Personal information
- Full name: Hamid Rashid Abdulla Al-Taie
- Date of birth: 1 April 2001 (age 25)
- Place of birth: Malmö, Sweden
- Positions: Left winger; second striker;

Team information
- Current team: Al-Minaa
- Number: 19

Youth career
- 0000–2016: BK Olympic
- 2017–2018: Malmö FF

Senior career*
- Years: Team / Apps / (Gls)
- 2018–2020: BK Olympic / 17 / (0)
- 2020–2021: FBK Balkan / 31 / (0)
- 2022: BK Olympic / 7 / (0)
- 2022: IFK Malmö / 14 / (2)
- 2023–2024: Rosengård / 30 / (5)
- 2024–2025: Al-Minaa / 35 / (2)
- 2025–2026: Al-Talaba / 7 / (0)
- 2026–: BK Olympic / 3 / (0)

= Hamid Abdulla =

Swedish footballer

Hamid Rashid Abdulla Al-Taie (born 1 April 2001) is a Swedish footballer who plays as a left winger for Iraq Stars League club Al-Minaa.

==Club career==
Abdulla started playing senior football with BK Olympic in 2018, then moved to FBK Balkan for two seasons, and in February 2022 he returned again to sign a contract with BK Olympic. In July 2022, he moved to IFK Malmö, signing a contract with the club he previously played for as a youth. In December 2022, Abdulla signed a contract with Rosengård and moved to play for them.

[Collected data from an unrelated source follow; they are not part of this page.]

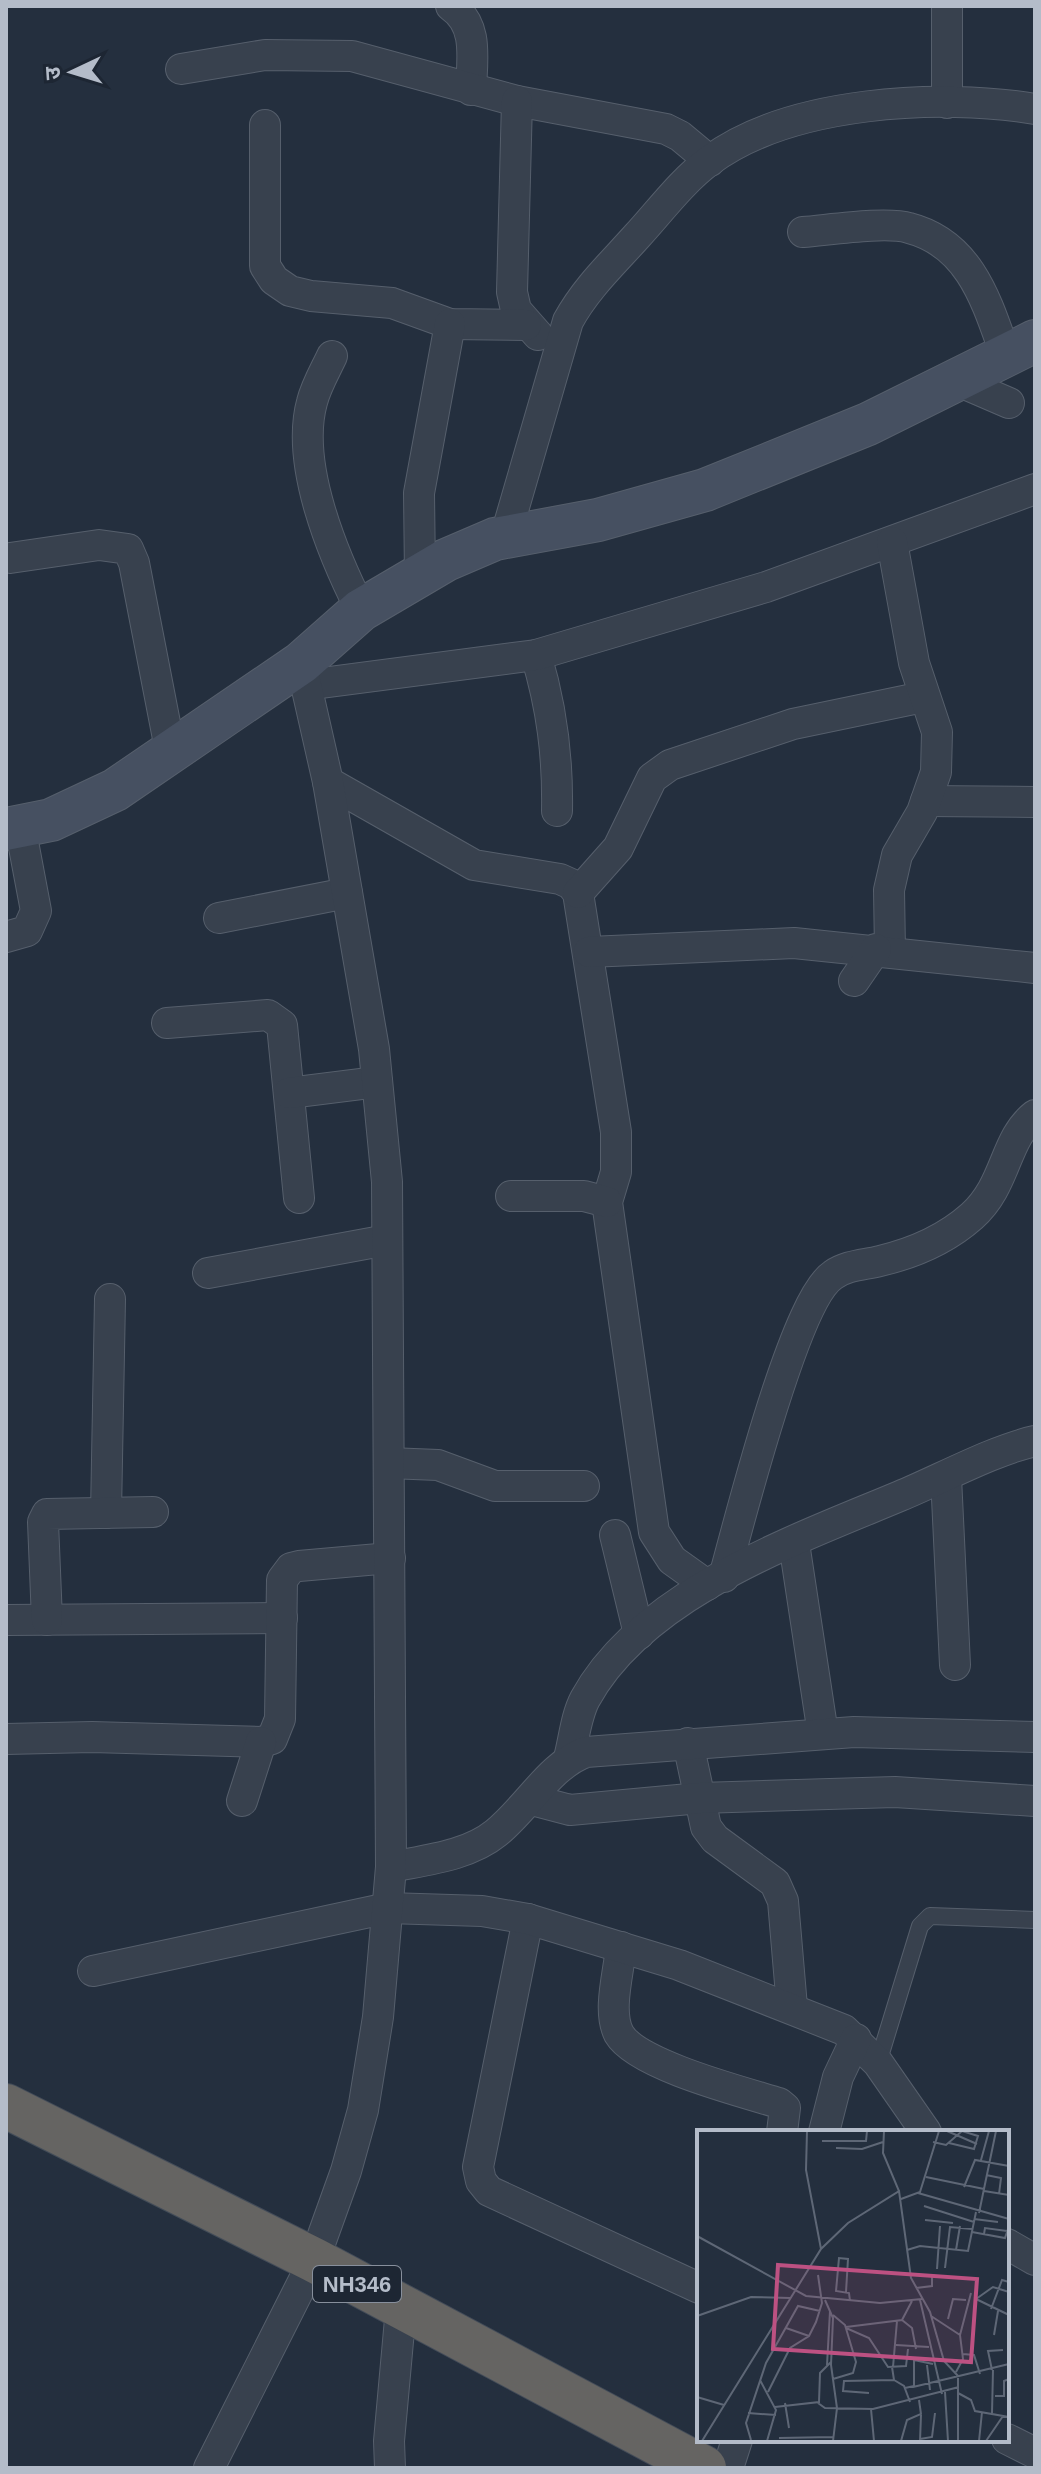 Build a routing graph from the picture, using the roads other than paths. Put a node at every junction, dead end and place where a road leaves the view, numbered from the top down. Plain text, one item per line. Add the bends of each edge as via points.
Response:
1 (451, 6) edge
2 (947, 6) edge
3 (181, 69) dead end
4 (471, 90) junction
5 (517, 101) junction
6 (947, 103) junction
7 (1035, 109) edge
8 (265, 125) dead end
9 (710, 161) junction
10 (803, 232) dead end
11 (450, 324) junction
12 (526, 325) junction
13 (1025, 348) edge
14 (558, 352) junction
15 (332, 356) dead end
16 (958, 381) junction
17 (1009, 403) dead end
18 (1035, 489) edge
19 (505, 538) junction
20 (892, 542) junction
21 (10, 558) dead end
22 (420, 575) junction
23 (361, 610) junction
24 (536, 655) junction
25 (304, 674) junction
26 (923, 697) junction
27 (171, 754) junction
28 (328, 782) junction
29 (926, 801) junction
30 (1035, 802) edge
31 (557, 811) dead end
32 (13, 828) edge
33 (347, 893) junction
34 (578, 893) junction
35 (219, 918) dead end
36 (6, 937) edge
37 (883, 950) junction
38 (589, 952) junction
39 (1035, 968) edge
40 (854, 981) dead end
41 (167, 1023) dead end
42 (377, 1082) junction
43 (289, 1093) junction
44 (1035, 1115) edge
45 (511, 1196) dead end
46 (299, 1198) dead end
47 (607, 1202) junction
48 (387, 1240) junction
49 (208, 1273) dead end
50 (110, 1299) dead end
51 (1035, 1441) edge
52 (389, 1463) junction
53 (946, 1477) junction
54 (584, 1486) dead end
55 (153, 1512) dead end
56 (106, 1513) junction
57 (615, 1535) dead end
58 (794, 1543) junction
59 (390, 1558) junction
60 (716, 1581) junction
61 (282, 1618) junction
62 (6, 1620) edge
63 (47, 1620) junction
64 (639, 1634) junction
65 (955, 1665) dead end
66 (823, 1734) junction
67 (1035, 1737) edge
68 (6, 1739) edge
69 (261, 1742) junction
70 (688, 1743) junction
71 (569, 1758) junction
72 (700, 1798) junction
73 (532, 1800) junction
74 (242, 1801) dead end
75 (1035, 1801) edge
76 (391, 1867) junction
77 (388, 1908) junction
78 (528, 1919) junction
79 (1035, 1920) edge
80 (621, 1947) junction
81 (93, 1971) dead end
82 (792, 2007) junction
83 (856, 2039) junction
84 (878, 2063) junction
85 (6, 2106) edge
86 (782, 2130) edge
87 (825, 2130) edge
88 (925, 2130) edge
89 (1009, 2245) edge
90 (314, 2260) junction
91 (1035, 2260) edge
92 (697, 2287) edge
93 (401, 2308) junction
94 (1009, 2440) edge
95 (736, 2442) edge
96 (1035, 2453) edge
97 (209, 2468) edge
98 (390, 2468) edge
99 (704, 2468) edge
100 (728, 2468) edge

1 - 4 street via 466,20 472,36
2 - 6 street
3 - 4 street via 265,55 352,56
4 - 5 street
5 - 9 street via 666,129
5 - 12 street via 512,292
6 - 7 street
6 - 9 street via 848,107 769,130
8 - 11 street via 265,266 274,280 290,291 392,303
9 - 14 street via 583,293
10 - 13 street via 908,227 947,245
11 - 12 street
11 - 22 street via 419,493
12 - 14 street
13 - 16 main road
14 - 19 street
15 - 23 street via 312,402 311,471 328,532
16 - 17 street
16 - 19 main road via 805,452 705,490 598,520
18 - 20 street
19 - 22 main road
20 - 24 street via 766,587
20 - 26 street
21 - 27 street via 99,545 128,549
22 - 23 main road
23 - 25 main road
24 - 25 street
24 - 31 street via 555,732
25 - 27 main road
25 - 28 street
26 - 29 street via 937,732 936,772
26 - 34 street via 793,724 670,765 652,778 618,848
27 - 32 main road via 83,806
28 - 33 street
28 - 34 street via 474,865 560,879
29 - 30 street
29 - 37 street via 897,855
32 - 36 street via 36,911 27,931
33 - 35 street
33 - 42 street
34 - 38 street
37 - 38 street via 754,942
37 - 39 street
37 - 40 street
38 - 47 street via 616,1132 616,1172
41 - 43 street via 268,1015 278,1019
42 - 43 street
42 - 48 street
43 - 46 street
44 - 60 street via 1019,1129 1003,1176 982,1207 958,1228 923,1248 849,1267 820,1289 763,1433
45 - 47 street via 584,1196
47 - 60 street via 654,1532 672,1560
48 - 49 street
48 - 52 street
50 - 56 street
51 - 53 street
52 - 54 street via 438,1465 495,1486
52 - 59 street
53 - 58 street
53 - 65 street
55 - 56 street
56 - 63 street via 51,1513 44,1518
57 - 64 street
58 - 60 street
58 - 66 street
59 - 61 street via 291,1568 282,1580
59 - 76 street
60 - 64 street via 688,1593
61 - 63 street
61 - 69 street via 280,1719 272,1739
62 - 63 street
64 - 71 street via 603,1671 583,1702
66 - 67 street
66 - 70 street
68 - 69 street
69 - 74 street
70 - 71 street via 599,1750
70 - 72 street
71 - 73 street
72 - 73 street via 570,1810
72 - 75 street via 895,1792
72 - 82 street via 706,1827 715,1839 775,1883 783,1901
73 - 76 street via 493,1836 446,1856
76 - 77 street
77 - 78 street via 466,1909
77 - 81 street
77 - 90 street via 363,2110
78 - 80 street
78 - 92 street via 478,2167 481,2181 489,2191
79 - 84 lane via 930,1916 920,1926
80 - 82 street
80 - 86 street via 614,2018 633,2050 779,2103 785,2108
82 - 83 street
83 - 84 street
83 - 87 street via 838,2077
84 - 88 street
85 - 90 highway, NH346
89 - 91 street
90 - 93 highway, NH346
90 - 97 street
93 - 98 street
93 - 99 highway, NH346
94 - 96 street
95 - 100 street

On August 5, 2024, Al-Minaa, active in the Iraq Stars League, announced the signing with Abdulla. On December 15, 2024, Abdulla scored his first goal for Al-Minaa against Diyala in the FA Cup, in a match that his team won 3–2. On May 3, 2025, he scored his first goal in the Iraq Stars League, which was the winning goal against Al-Karma in a match that ended with a score of 1–0.